The expected response is the complete listing below, restated exactly, with its pictures omitted.
Content starts
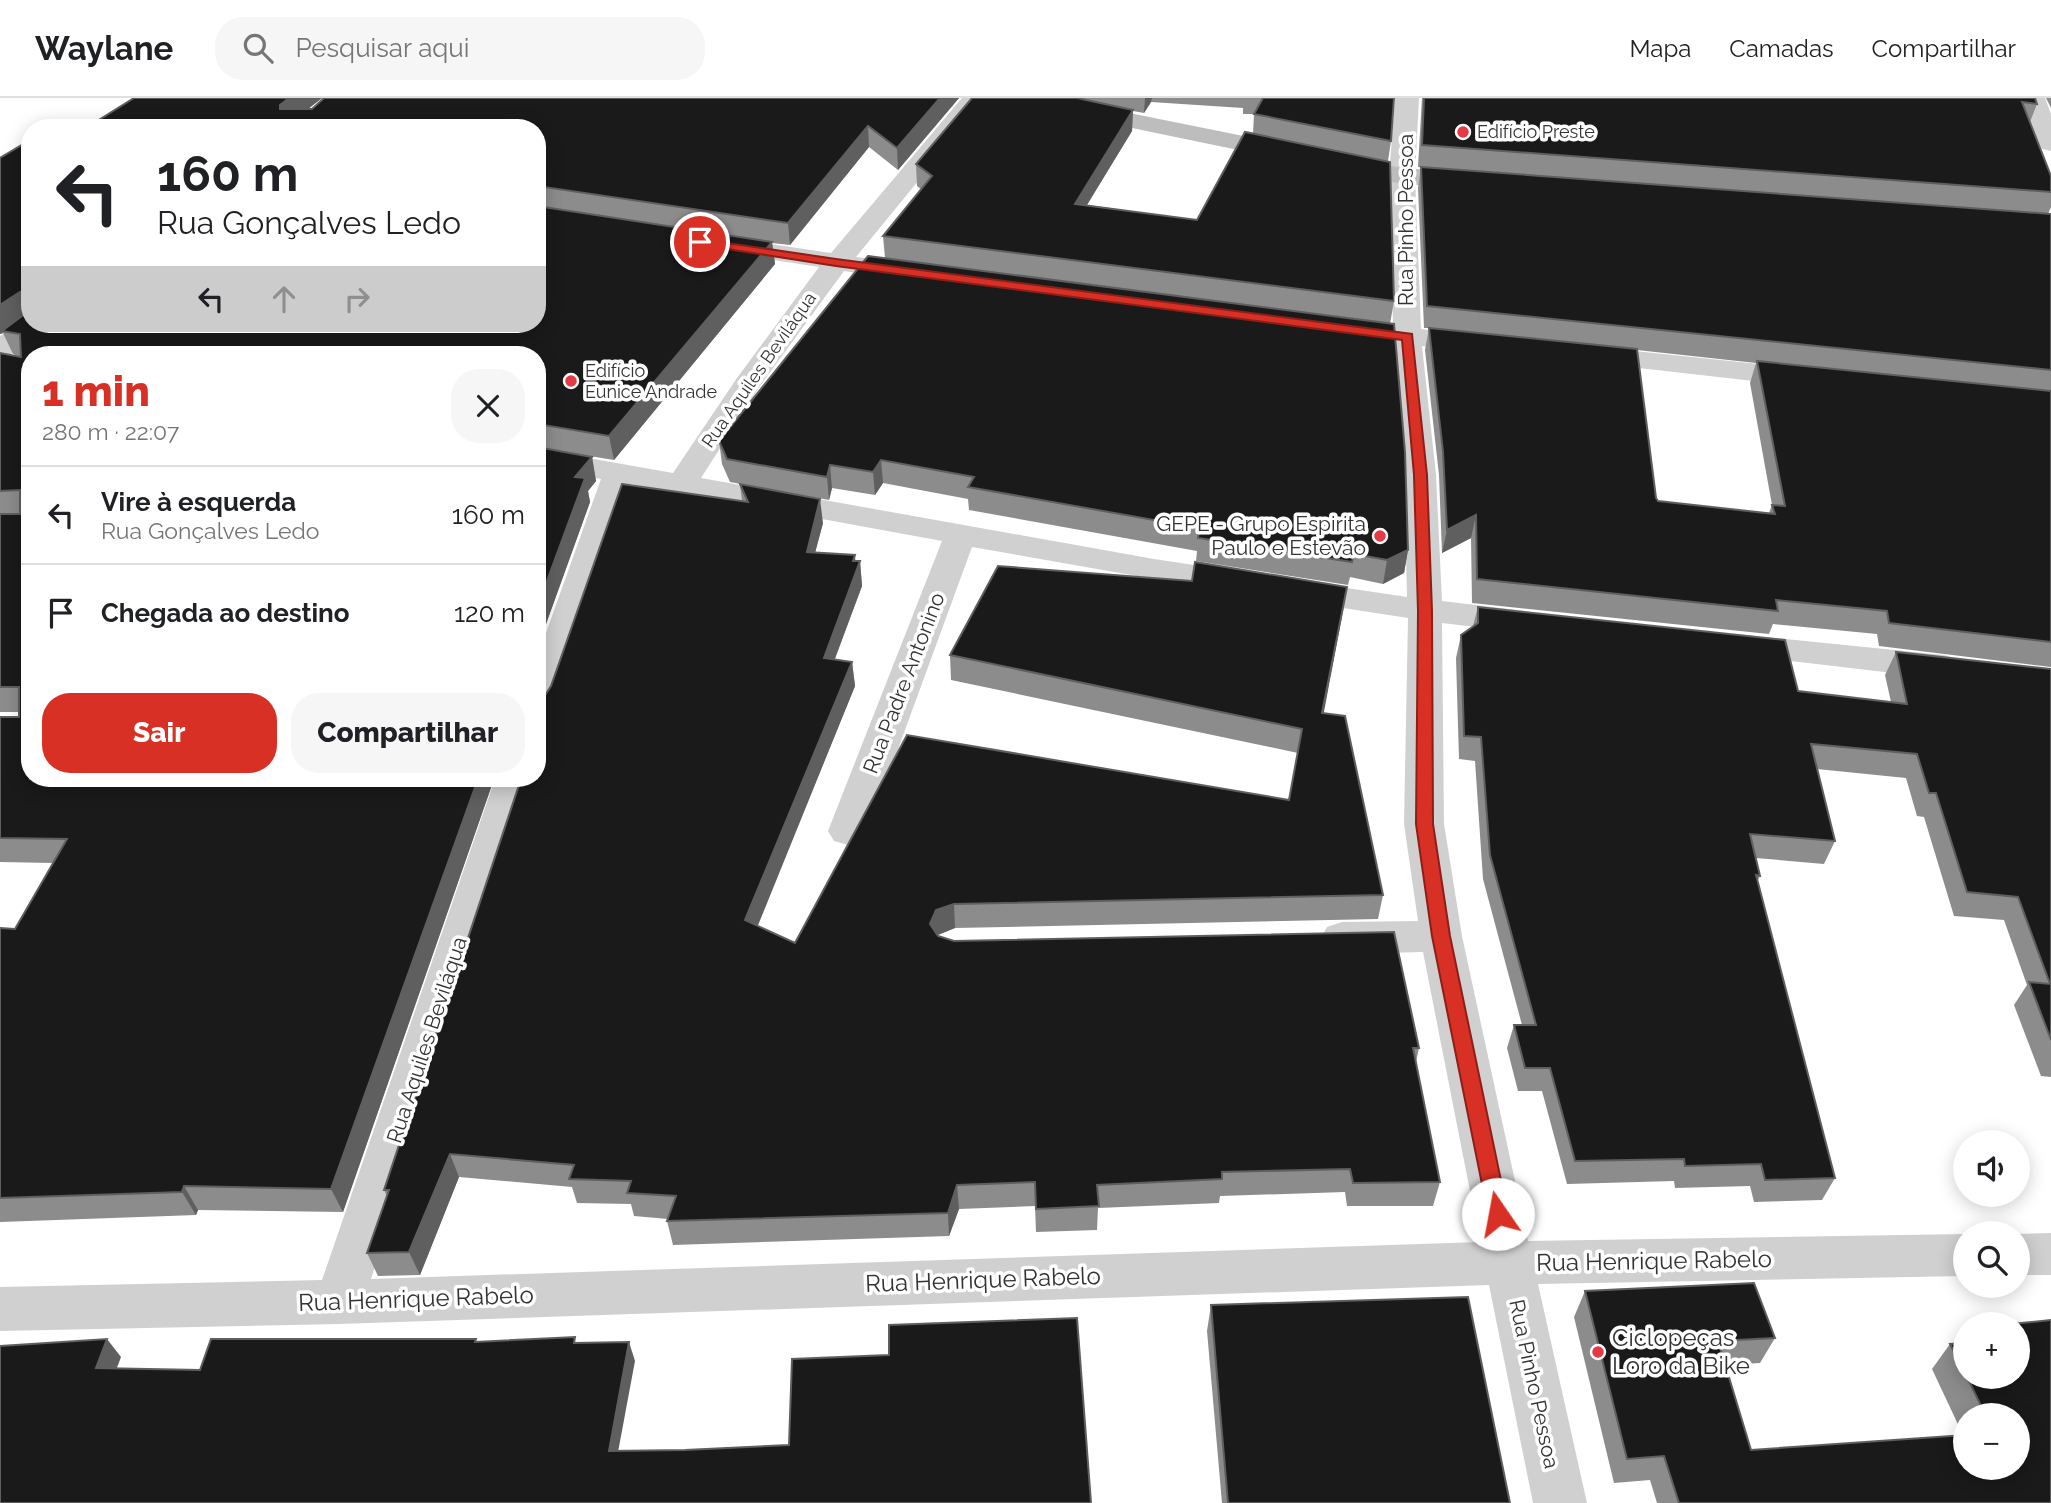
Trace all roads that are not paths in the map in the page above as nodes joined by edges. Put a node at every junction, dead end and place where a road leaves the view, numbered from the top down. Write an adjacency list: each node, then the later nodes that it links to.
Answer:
1 (974, 98): 9 (street, Rua Aquiles Beviláqua)
2 (1021, 98): 6 (street)
3 (1407, 98): 6 (street, Rua Pinho Pessoa)
4 (2032, 98): 5 (street)
5 (2051, 144)
6 (1402, 176): 7 (street); 13 (street, Rua Pinho Pessoa)
7 (1499, 183)
8 (700, 242): 9 (street)
9 (836, 263): 10 (street); 20 (street, Rua Aquiles Beviláqua)
10 (945, 277)
11 (1312, 324): 13 (street)
12 (28, 333): 16 (street)
13 (1407, 337): 14 (street); 22 (street, Rua Pinho Pessoa)
14 (1503, 347)
15 (1558, 352): 17 (street)
16 (7, 360)
17 (1832, 381)
18 (546, 460): 19 (street)
19 (619, 472): 20 (street); 26 (street)
20 (682, 483): 21 (street)
21 (960, 536): 22 (street); 28 (street, Rua Padre Antonino)
22 (1425, 611): 23 (street); 29 (street, Rua Pinho Pessoa)
23 (1564, 626)
24 (1703, 641): 25 (street)
25 (1981, 671)
26 (546, 684)
27 (511, 787): 35 (street, Rua Aquiles Beviláqua)
28 (848, 831)
29 (1441, 936): 30 (street); 34 (street, Rua Pinho Pessoa)
30 (1309, 939)
31 (2030, 1254): 32 (street)
32 (2051, 1254)
33 (1953, 1255): 34 (street, Rua Henrique Rabelo)
34 (1508, 1264): 35 (street, Rua Henrique Rabelo); 37 (street, Rua Pinho Pessoa)
35 (340, 1302): 36 (street, Rua Henrique Rabelo)
36 (0, 1309)
37 (1560, 1503)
Content ends
Answer to this task
Trace all roads that are not paths in the map in the page above as nodes joined by edges. Put a node at every junction, dead end and place where a road leaves the view, numbered from the top down. Write an adjacency list: each node, then the later nodes that it links to.
Answer:
1 (974, 98): 9 (street, Rua Aquiles Beviláqua)
2 (1021, 98): 6 (street)
3 (1407, 98): 6 (street, Rua Pinho Pessoa)
4 (2032, 98): 5 (street)
5 (2051, 144)
6 (1402, 176): 7 (street); 13 (street, Rua Pinho Pessoa)
7 (1499, 183)
8 (700, 242): 9 (street)
9 (836, 263): 10 (street); 20 (street, Rua Aquiles Beviláqua)
10 (945, 277)
11 (1312, 324): 13 (street)
12 (28, 333): 16 (street)
13 (1407, 337): 14 (street); 22 (street, Rua Pinho Pessoa)
14 (1503, 347)
15 (1558, 352): 17 (street)
16 (7, 360)
17 (1832, 381)
18 (546, 460): 19 (street)
19 (619, 472): 20 (street); 26 (street)
20 (682, 483): 21 (street)
21 (960, 536): 22 (street); 28 (street, Rua Padre Antonino)
22 (1425, 611): 23 (street); 29 (street, Rua Pinho Pessoa)
23 (1564, 626)
24 (1703, 641): 25 (street)
25 (1981, 671)
26 (546, 684)
27 (511, 787): 35 (street, Rua Aquiles Beviláqua)
28 (848, 831)
29 (1441, 936): 30 (street); 34 (street, Rua Pinho Pessoa)
30 (1309, 939)
31 (2030, 1254): 32 (street)
32 (2051, 1254)
33 (1953, 1255): 34 (street, Rua Henrique Rabelo)
34 (1508, 1264): 35 (street, Rua Henrique Rabelo); 37 (street, Rua Pinho Pessoa)
35 (340, 1302): 36 (street, Rua Henrique Rabelo)
36 (0, 1309)
37 (1560, 1503)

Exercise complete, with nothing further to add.